High Sloth

While riding in the family 4×4 pickup with my daughter today, I spied a bumper sticker; “Moscow High Pride”

“I wonder what that means” I said. “What kind of pride is high pride?”
“It’s Moscow High School pride” she said.
“Ah yes of course. I was thinking that high pride was being preferred over, say medium or low pride. (pause) Isn’t pride one of the seven deadly sins, and so why is it being promoted? We might as well promote some of the others then. How about Moscow High gluttony?”
“Moscow High sloth?”
(Laughter)

Pride is pretty popular among the seven.

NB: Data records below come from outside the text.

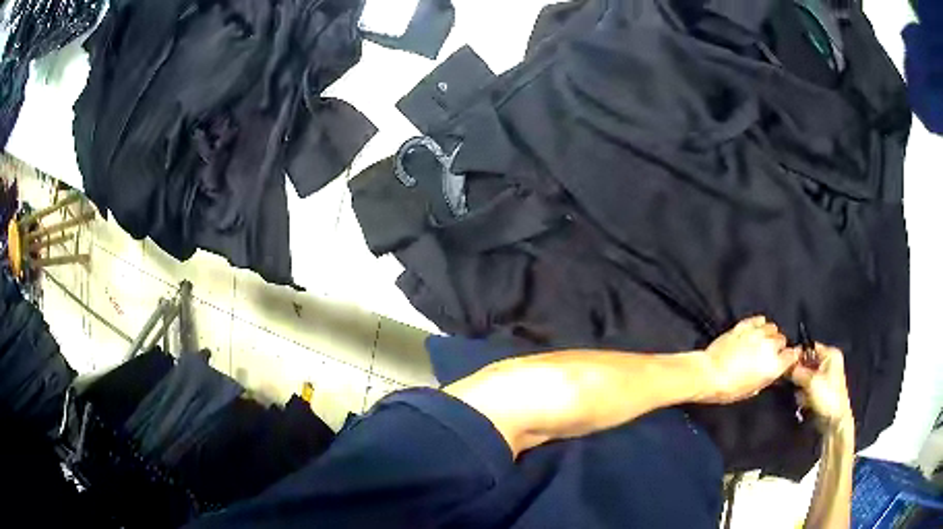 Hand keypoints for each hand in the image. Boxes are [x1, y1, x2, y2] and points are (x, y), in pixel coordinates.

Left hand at [698, 316, 797, 403]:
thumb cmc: (729, 389)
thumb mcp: (752, 390)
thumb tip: (769, 372)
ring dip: (769, 334)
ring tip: (762, 340)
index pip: (792, 355)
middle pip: (782, 340)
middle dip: (778, 346)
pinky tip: (756, 328)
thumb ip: (766, 378)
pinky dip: (760, 323)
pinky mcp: (744, 326)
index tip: (786, 359)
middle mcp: (769, 347)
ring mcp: (757, 334)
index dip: (790, 357)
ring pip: (772, 327)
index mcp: (774, 365)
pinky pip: (759, 319)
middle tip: (769, 353)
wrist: (709, 374)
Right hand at [789, 343, 853, 433]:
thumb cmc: (827, 396)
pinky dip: (804, 394)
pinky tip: (804, 402)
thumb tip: (784, 366)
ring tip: (802, 396)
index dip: (798, 354)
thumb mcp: (811, 381)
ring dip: (801, 386)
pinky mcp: (821, 391)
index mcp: (830, 354)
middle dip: (799, 373)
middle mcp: (829, 362)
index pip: (810, 347)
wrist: (834, 421)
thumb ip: (797, 371)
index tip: (785, 363)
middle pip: (807, 362)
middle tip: (793, 381)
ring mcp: (825, 377)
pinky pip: (807, 387)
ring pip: (805, 377) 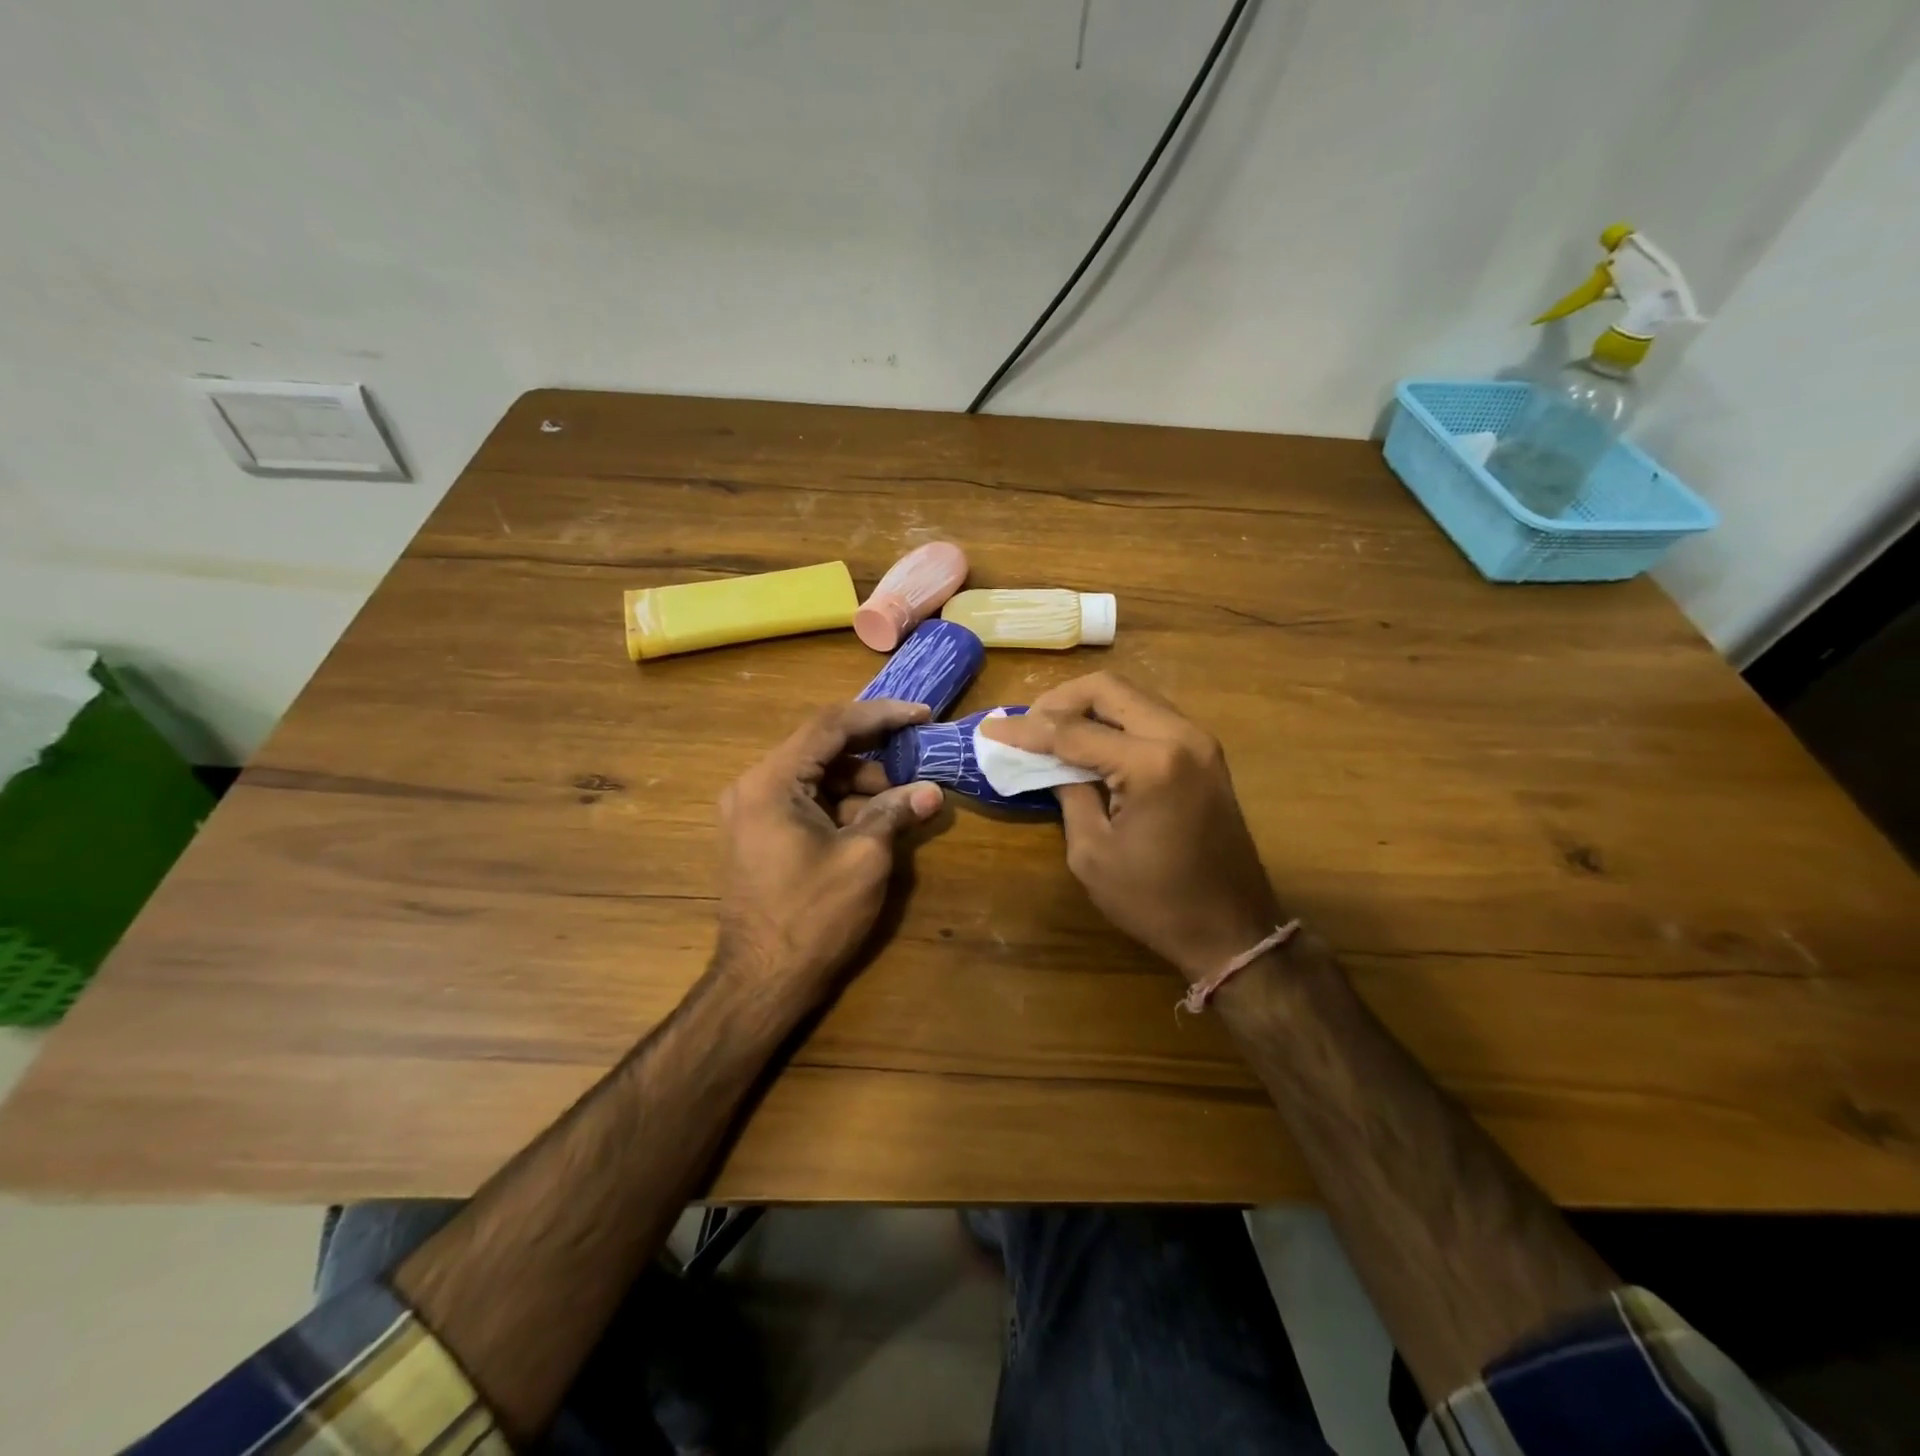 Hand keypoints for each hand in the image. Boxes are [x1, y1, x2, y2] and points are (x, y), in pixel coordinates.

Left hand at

We’re to appreciate the claim, “Made with pride in the U.S.” or “Proud to be an American” or “The few, the proud, the Marines.” We are expected to be proud of our work and so on. We’re taught pride. Maybe “something you could be very proud of, but aren’t” is a better way of looking at it. Objectivity may allow me to recognize that I’ve done something good, but pride has nothing necessarily to do with accomplishing good things, and it can certainly be a factor in doing bad things.

4 thoughts on “High Sloth

  1. Moscow Middlin’ Mediocrity: alliterative but perhaps too lofty a goal… I’ll go back to lurking now.

  2. Heh – the pot smoking students have pulled another one over on their administration with this bumper sticker, just like the many High School debate teams that call themselves cunning linguists.

    • You mean “high pride” in the same sense as “gay pride” or etc.? That did occur to me too, especially as the way the sticker was laid out had “Moscow” on top with “High Pride” underneath.

      That reminds me of a journalist’s account of a political campaign train from way back when candidates would charter a train and take it from town to town. The newspaper article ended with, “…and the train pulled away with a jerk.”

    • You mean “high pride” in the same sense as “gay pride” or etc.? That did occur to me too, especially as the way the sticker was laid out had “Moscow” on top with “High Pride” underneath.

      That reminds me of a journalist’s account of a political campaign train whistle stop from way back when candidates would charter a train and take it from town to town. The newspaper article ended with, “…and the train pulled away with a jerk.”